The first direction we could be working towards is perhaps the most obvious: just pick the low hanging fruit and start applying causal discovery systematically to all tabular datasets of astronomical quantities we can find: globular and open star clusters in the Milky Way, star forming regions, planetary nebulae, exoplanets, galaxy clusters, you name it. While this does not sound very exciting, it is likely to yield at least some new results. Also, individual datasets are likely to present specific challenges, similarly to what happened with the supermassive black hole host galaxies, where spirals and ellipticals differed. So there is probably a lot to learn even from this simple exercise.
Still, it's clear there is plenty of cooler stuff we could be trying. For instance, why stick to tabular datasets? There's images, spectra, time series and even textual annotations from volunteers in citizen science projects. There is point cloud data, such as the positions and velocities or the colors and magnitudes of stars in a given field. The main issue with these is that you can't imagine a single pixel in an image causing, say, star formation rate or a single pixel in a spectrum causing redshift. We need to learn suitable representations -complex features obtained by combining pixels or similar low level information into meaningful units- so that these can be placed in causal relation with physical quantities. Representation learning is well established by now, so we should at least be able to apply some out-of-the-box methods, such as contrastive learning, and get features we can apply causal discovery to. Perhaps more ambitiously, we could attempt genuine causal representation learning. This seems like a big project even if limited to a corner of astronomy, and in fact I am trying to obtain funding to work on this.

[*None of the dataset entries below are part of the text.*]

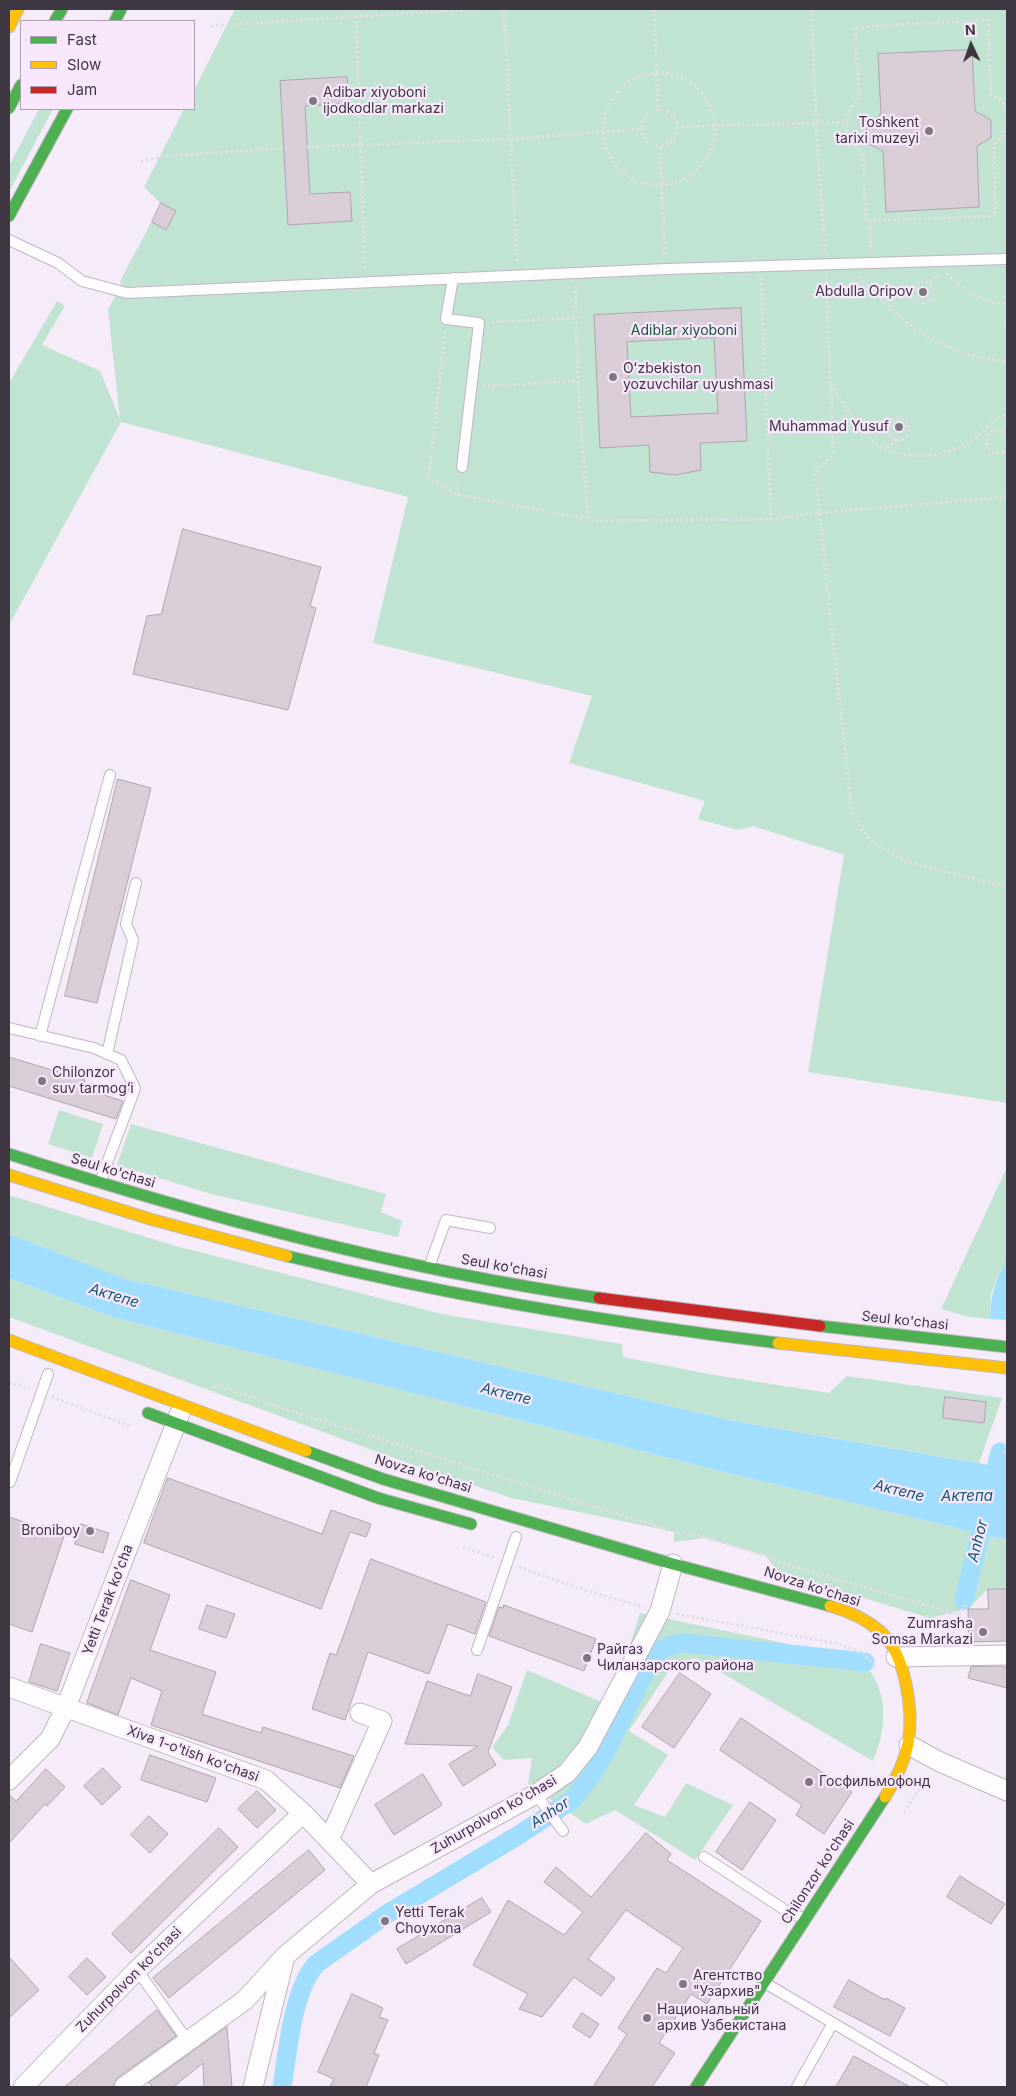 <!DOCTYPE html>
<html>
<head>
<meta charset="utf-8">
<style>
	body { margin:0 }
	#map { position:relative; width:1016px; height:2096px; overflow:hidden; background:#f6ecf9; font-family:Inter,sans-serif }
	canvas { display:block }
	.frame { position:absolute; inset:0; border:10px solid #3e3641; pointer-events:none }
	.legend { position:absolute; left:20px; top:20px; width:175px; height:90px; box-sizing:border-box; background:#f9e7fe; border:1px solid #aea0b2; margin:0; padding:6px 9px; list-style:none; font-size:15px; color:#3e3641 }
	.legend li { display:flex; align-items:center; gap:10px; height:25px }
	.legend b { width:25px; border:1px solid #aea0b2 }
	.north { position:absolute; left:946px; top:20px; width:50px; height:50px; -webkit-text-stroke:4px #f9e7fe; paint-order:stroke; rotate:357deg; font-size:14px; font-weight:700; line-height:20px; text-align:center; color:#3e3641 }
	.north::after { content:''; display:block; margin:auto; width:18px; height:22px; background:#3e3641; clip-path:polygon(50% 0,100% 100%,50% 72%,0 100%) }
</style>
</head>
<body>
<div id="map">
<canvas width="1016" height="2096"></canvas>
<div class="frame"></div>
<ul class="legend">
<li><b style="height:6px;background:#4caf50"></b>Fast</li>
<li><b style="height:6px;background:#ffc107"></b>Slow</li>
<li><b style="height:6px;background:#c62828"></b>Jam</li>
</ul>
<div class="north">N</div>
</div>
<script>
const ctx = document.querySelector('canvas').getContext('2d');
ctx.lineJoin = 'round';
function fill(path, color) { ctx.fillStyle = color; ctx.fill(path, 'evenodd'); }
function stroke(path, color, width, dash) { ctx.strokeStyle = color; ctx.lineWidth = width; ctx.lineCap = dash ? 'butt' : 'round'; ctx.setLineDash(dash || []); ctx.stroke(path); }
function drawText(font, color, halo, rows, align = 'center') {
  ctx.font = font + ' Inter,sans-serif'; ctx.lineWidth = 4.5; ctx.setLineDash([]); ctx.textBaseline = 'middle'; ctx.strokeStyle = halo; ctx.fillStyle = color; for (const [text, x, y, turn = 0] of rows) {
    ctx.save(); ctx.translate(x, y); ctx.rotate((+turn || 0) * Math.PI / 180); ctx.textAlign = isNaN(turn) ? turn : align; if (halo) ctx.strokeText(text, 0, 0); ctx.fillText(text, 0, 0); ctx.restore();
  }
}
const green = new Path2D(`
	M235 9H1007V1103L808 1072 844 855 753 826 738 830 698 819 705 801 569 763 592 696 373 643 408 497 121 422 9 625V383L57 301 65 306 42 345 100 371 120 419 108 310 121 284 120 281 161 204 144 187 184 109H194V90Z
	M39 109H53L9 192V166Z
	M59 1110 103 1124 92 1158 48 1144Z
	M131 1124 386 1194 381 1212 402 1221 398 1237 211 1194 117 1165Z
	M1007 1167V1258L996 1280 991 1294 990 1319 970 1317 941 1309Z
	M9 1195 172 1245 442 1314 622 1344 623 1357 714 1375 829 1393 847 1376 1002 1398 979 1463 739 1422 126 1279 9 1234Z
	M9 1278 112 1317 732 1474 1007 1540V1589H988L968 1609 930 1618 780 1573 764 1555 704 1538 674 1542V1532L512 1498 416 1466 9 1317Z
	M640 1613 856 1658C890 1681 888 1728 873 1761L696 1658 674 1663 629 1731 668 1755 634 1805 665 1817 686 1783 733 1805 695 1860 615 1810 586 1824 528 1784 532 1758 504 1760 492 1747 508 1725 527 1670 611 1706Z`);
const water = new Path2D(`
	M9 1234 126 1279 739 1422 1007 1468V1540L732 1474 112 1317 9 1278Z
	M1007 1258V1320L990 1319C991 1292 995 1282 1007 1258Z`);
const canal = new Path2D(`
	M964 1600 1000 1452
	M282 2087C288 2051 292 1992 316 1964L387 1914 517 1836 572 1800 592 1775 605 1753 651 1660C660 1648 670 1644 684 1643L865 1662`);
const building = new Path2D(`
	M972 50 975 111 991 120V138L977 146 979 207 886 212 883 151 867 143V134L866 125 881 114 878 54Z
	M347 77 349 103 305 106 310 194 350 192 352 221 288 225 280 81Z
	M161 203 176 211 166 230 152 222Z
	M741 308 747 441 700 443 701 470 675 475 650 472 649 445 600 448 594 315ZM714 338 718 413 631 417 627 342Z
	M183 529 321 567 310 606 316 608 288 710 133 674 147 616 161 614Z
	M118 779 151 788 97 1003 65 996Z
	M9 1057 85 1080 82 1088 123 1101 116 1119 9 1086Z
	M945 1397 986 1402 984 1423 943 1418Z
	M168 1478 322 1534 331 1510 371 1524 366 1537 350 1532 321 1609 144 1543Z
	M9 1517 41 1528 42 1525 65 1533 32 1632 9 1624Z
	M81 1524 109 1533 103 1553 75 1544Z
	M371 1559 486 1602 475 1634 448 1624 429 1674 368 1652 345 1720 312 1709 330 1653 336 1655Z
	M131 1580 170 1595 150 1650 216 1672 202 1714 261 1733 263 1727 354 1756 340 1788 151 1725 162 1691 131 1678 118 1715 87 1703Z
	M988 1589H1007V1641L969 1642 968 1609H988Z
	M207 1605 235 1614 226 1638 199 1629Z
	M504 1605 596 1639 584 1671 489 1636 499 1607 503 1608Z
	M41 1644 70 1653 57 1691 29 1682Z
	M1001 1666 1007 1668V1688L968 1678 971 1667Z
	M680 1673 711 1694 674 1748 642 1727Z
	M478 1674 512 1687 488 1752 496 1765 463 1786 449 1764 478 1746 405 1744 427 1681 470 1696Z
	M741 1718 852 1792 824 1834 796 1815 802 1805 720 1750Z
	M150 1755 216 1778 207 1802 141 1780Z
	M103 1768 121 1787 102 1805 84 1786Z
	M46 1769 65 1787 47 1806 45 1804 9 1843V1794L16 1801Z
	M423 1774 442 1805 394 1835 375 1805Z
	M257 1791 276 1810 257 1828 238 1809Z
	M750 1802 776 1820 742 1870 716 1852Z
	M149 1816 168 1834 150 1853 131 1835Z
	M219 1828 238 1847 131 1953 112 1934Z
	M646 1833 671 1854 667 1860 761 1921 707 2004 691 1994 659 2043 675 2053 652 2087H593L627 2034 618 2028 657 1968 666 1973 683 1948 626 1910 588 1959 615 1978 601 1996 574 1977 542 2017 519 2009 528 1994 473 1965 508 1900 564 1935 583 1912 544 1882 556 1867 591 1897Z
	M309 1850 325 1870 169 1998 153 1978Z
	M960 1876 1005 1904 991 1924 947 1897Z
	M482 1898 491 1912 406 1964 397 1949Z
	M9 1957 39 1990 9 2018Z
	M87 1958 106 1977 87 1995 69 1977Z
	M849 1980 885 2000 886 1998 905 2008 890 2036 834 2007Z
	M352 1994 383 2008 379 2017 388 2020 374 2053 379 2055 366 2087H330L334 2079 318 2072Z
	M157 2010 176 2036 117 2078 113 2087H65Z
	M582 2013 599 2024 590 2038 573 2027Z
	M227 2027 232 2087H204L203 2063 173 2087H153L149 2083Z
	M854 2056 910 2087H836Z`);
const path = new Path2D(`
	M504 9 517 263
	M654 9 658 111
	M812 9 816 123 825 253
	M356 16 365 269
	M211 26 473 9
	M603 129a56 56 0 1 1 112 0a56 56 0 1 1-112 0Z
	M1007 108 1000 100 991 95 988 20 855 27 859 99C847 109 842 130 851 143 854 147 860 151 863 155L866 221 996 216 994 144 1001 137 1007 127
	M641 128a18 18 0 1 1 36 0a18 18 0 1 1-36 0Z
	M677 127 846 122
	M307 147 510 139 641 129
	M660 147 665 256
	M141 161 166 156 284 148
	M870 221 871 251
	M946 274C965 290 982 304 1007 303
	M826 276 833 443 832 455 815 472 852 816 874 844 907 862 1007 887
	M859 277C904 326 940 353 1007 362
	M761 278 771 519
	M912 292a11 11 0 1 1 22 0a11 11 0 1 1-22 0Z
	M930 282 939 275
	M575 286 578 381 588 520
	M1007 316 1005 324 1007 330
	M492 322 576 318
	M445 332 429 477 455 494 598 521 771 519 818 513 1007 497
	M831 384C843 404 855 425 872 440 896 462 941 459 967 443 981 435 992 420 1007 414
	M483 386 578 381
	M887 429a11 11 0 1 1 22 0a11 11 0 1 1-22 0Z
	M1001 431 1007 426
	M1007 436 1001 431H993C978 443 994 462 1007 448
	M887 448 897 440
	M455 494 458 480
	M9 1382 29 1389
	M213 1393 215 1384 285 1409 675 1532 701 1536 769 1557 779 1562 959 1615
	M52 1397 130 1426
	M1005 1453 1007 1442
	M463 1547 495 1558
	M519 1567 577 1588 644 1607
	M677 1614 839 1644 863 1653 876 1667
	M952 1639 959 1615 967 1603
	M904 1812 928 1776`);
const lane = new Path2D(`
	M9 240 58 263 82 281 127 293 666 269 1007 259
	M453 278 446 319 479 323 462 467
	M9 1028 94 1048 121 1060 135 1088C124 1120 111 1150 100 1183
	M40 1036 110 775
	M107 1054 133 940 126 924 136 883
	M429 1267 446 1220 490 1228
	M10 1482 48 1374
	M477 1650 516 1537
	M536 1794 563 1831
	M704 1857 785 1910 805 1919
	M137 1970 187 2040
	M765 1983 833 2023
	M797 2087 833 2023 942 2087`);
const street = new Path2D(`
	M896 1657 1007 1655
	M9 1687 266 1780 303 1813 371 1884
	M909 1745 938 1761 1007 1791
	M9 1780 50 1739 66 1707 180 1413
	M329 1840 382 1721 360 1713
	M23 2087 137 1970 303 1813
	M124 2087 245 2000 285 1956 371 1884 536 1794 567 1773 588 1747 660 1611 673 1564
	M253 2087 284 1960`);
const fast = new Path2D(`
	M55 21 62 9
	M115 21 121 9
	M9 108 21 85
	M9 216 67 109
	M9 1154C202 1216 398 1269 599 1298
	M287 1256C449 1296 612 1323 778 1343
	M820 1326 1007 1347
	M148 1413 378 1498 471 1524
	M306 1451 383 1479 673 1564 830 1606
	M696 2087 885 1797`);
const slow = new Path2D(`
	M9 27 18 9
	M9 1175 150 1219 287 1256
	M9 1340 306 1451
	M778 1343 1007 1368
	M830 1606C848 1611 866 1619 881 1632 906 1655 914 1712 908 1744 904 1763 895 1781 885 1797`);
const jam = new Path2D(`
	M599 1298 820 1326`);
const markers = [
	[313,101,5,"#7e7681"],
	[929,131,5,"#7e7681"],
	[923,292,5,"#7e7681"],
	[613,377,5,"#7e7681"],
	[899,427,5,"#7e7681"],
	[42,1081,5,"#7e7681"],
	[90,1531,5,"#7e7681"],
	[983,1632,5,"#7e7681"],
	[587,1658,5,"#7e7681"],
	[809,1782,5,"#7e7681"],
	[385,1921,5,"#7e7681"],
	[683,1984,5,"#7e7681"],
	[647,2018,5,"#7e7681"]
];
const poiNames = [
	["Adibar xiyoboni",323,93],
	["ijodkodlar markazi",323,109],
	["Toshkent",919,123,"right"],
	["tarixi muzeyi",919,139,"right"],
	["Abdulla Oripov",913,292,"right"],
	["Oʻzbekiston",623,369],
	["yozuvchilar uyushmasi",623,385],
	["Muhammad Yusuf",889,427,"right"],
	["Chilonzor",52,1073],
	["suv tarmog‘i",52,1089],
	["Broniboy",80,1531,"right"],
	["Zumrasha",973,1624,"right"],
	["Somsa Markazi",973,1640,"right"],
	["Райгаз",597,1650],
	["Чиланзарского района",597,1666],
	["Госфильмофонд",819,1782],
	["Yetti Terak",395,1913],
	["Choyxona",395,1929],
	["Агентство",693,1976],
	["\"Узархив\"",693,1992],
	["Национальный",657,2010],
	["архив Узбекистана",657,2026]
];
const parkNames = [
	["Adiblar xiyoboni",684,331]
];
const streetNames = [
	["Seul ko'chasi",113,1171,17],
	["Seul ko'chasi",504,1267,10],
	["Seul ko'chasi",905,1321,6],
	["Novza ko'chasi",423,1474,17],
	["Novza ko'chasi",812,1587,18],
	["Yetti Terak ko'cha",108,1600,-69],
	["Xiva 1-o'tish ko'chasi",193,1754,20],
	["Zuhurpolvon ko'chasi",494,1815,-30],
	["Chilonzor ko'chasi",818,1872,-57],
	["Zuhurpolvon ko'chasi",129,1980,-45]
];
const waterNames = [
	["Актепе",114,1296,17],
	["Актепе",506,1394,14],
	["Актепе",899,1491,14],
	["Актепа",967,1496],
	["Anhor",978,1541,-76],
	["Anhor",550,1813,-33]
];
fill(green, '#c0e3d2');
fill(water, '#a1defd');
stroke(canal, '#a1defd', 19);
fill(building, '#d9ced7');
stroke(building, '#afa5ae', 1);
stroke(lane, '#bfb7c1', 12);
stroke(street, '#bfb7c1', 21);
stroke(fast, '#bfb7c1', 13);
stroke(slow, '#bfb7c1', 13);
stroke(jam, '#bfb7c1', 13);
stroke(path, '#e2dee3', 3, [2.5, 2.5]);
stroke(lane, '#fefcfe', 10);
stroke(street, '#fefcfe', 19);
stroke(fast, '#4caf50', 11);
stroke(slow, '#ffc107', 11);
stroke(jam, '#c62828', 11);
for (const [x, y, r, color] of markers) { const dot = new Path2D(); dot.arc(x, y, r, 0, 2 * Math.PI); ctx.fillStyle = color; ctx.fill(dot); stroke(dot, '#f9e7fe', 2); }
drawText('14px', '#3e3641', '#f9e7fe', poiNames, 'left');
drawText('14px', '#175538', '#f9e7fe', parkNames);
drawText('14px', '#3e3641', '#f9e7fe', streetNames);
drawText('italic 15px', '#125b76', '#f9e7fe', waterNames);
</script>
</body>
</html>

A third avenue of research could start from the theoretical issues faced when applying causal discovery to real data: cycles, lack of causal sufficiency, whether CD is applicable to equilibrium systems, and of course robustness to outliers. Another related question is whether we can rely on a learned causal order to reconstruct the temporal order over snapshots of cosmological simulations, or at the very least show that time is one-dimensional by arranging all snapshots along a fork, if not in a chain.
There really is plenty of work to do!